▸ TASK GOAL
In the copy, keep the lines from the first line of the material below through the line containing "pinky tip: (55, 115)" exactly as they are, and include no pictures.

▸ DATA SECTION
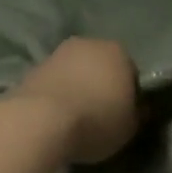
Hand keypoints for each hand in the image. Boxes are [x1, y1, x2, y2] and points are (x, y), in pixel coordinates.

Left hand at [9, 37, 140, 165]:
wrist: (41, 120)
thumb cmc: (95, 121)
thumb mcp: (129, 128)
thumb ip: (137, 114)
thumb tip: (137, 108)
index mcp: (118, 53)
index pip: (131, 73)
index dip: (129, 95)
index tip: (123, 115)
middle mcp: (90, 44)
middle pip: (101, 66)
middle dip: (102, 85)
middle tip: (100, 114)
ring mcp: (59, 53)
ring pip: (76, 71)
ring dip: (78, 86)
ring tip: (75, 116)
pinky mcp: (34, 67)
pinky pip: (55, 81)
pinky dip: (57, 93)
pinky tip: (55, 115)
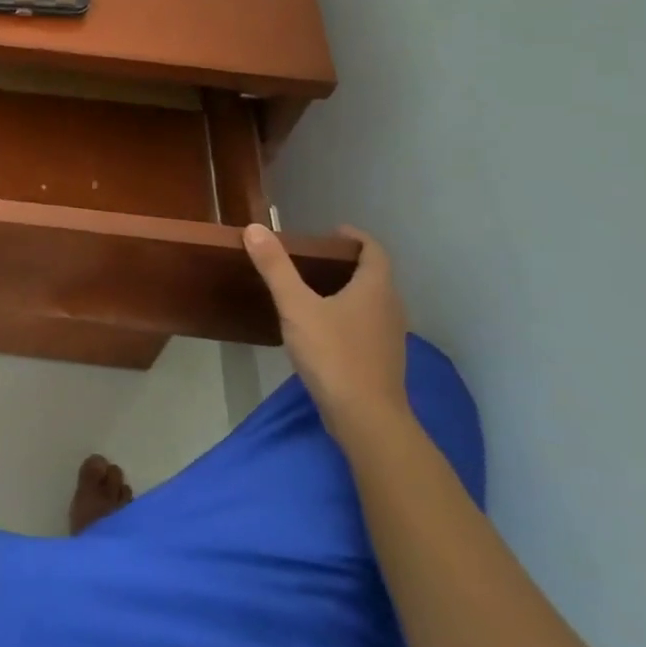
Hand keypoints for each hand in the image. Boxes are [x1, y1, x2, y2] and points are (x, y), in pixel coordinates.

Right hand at [243, 223, 412, 441]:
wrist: (366, 418)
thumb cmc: (333, 354)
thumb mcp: (296, 307)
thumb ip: (275, 268)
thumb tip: (255, 228)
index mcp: (375, 288)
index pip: (374, 250)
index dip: (355, 238)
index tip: (332, 233)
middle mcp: (390, 307)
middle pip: (375, 275)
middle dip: (348, 263)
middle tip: (314, 260)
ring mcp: (390, 336)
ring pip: (372, 302)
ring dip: (350, 291)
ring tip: (315, 291)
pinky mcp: (383, 360)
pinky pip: (368, 325)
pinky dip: (350, 316)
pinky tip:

▸ PROBLEM SOLUTION
Hand keypoints for each hand in the image. Boxes are [x1, y1, x2, y2] and points are (x, y), in pixel coordinates.

Left hand at [9, 37, 140, 165]:
wrist: (41, 120)
thumb cmc: (95, 121)
thumb mcp: (129, 128)
thumb ip: (137, 114)
thumb tip: (137, 108)
index mcp: (118, 53)
index pip: (131, 73)
index dip: (129, 95)
index tip: (123, 115)
middle mcp: (90, 44)
middle pip: (101, 66)
middle dip: (102, 85)
middle tip: (100, 114)
ring mcp: (59, 53)
ring pip: (76, 71)
ring dip: (78, 86)
ring tip: (75, 116)
pinky mcp: (34, 67)
pinky pip: (55, 81)
pinky dip: (57, 93)
pinky tip: (55, 115)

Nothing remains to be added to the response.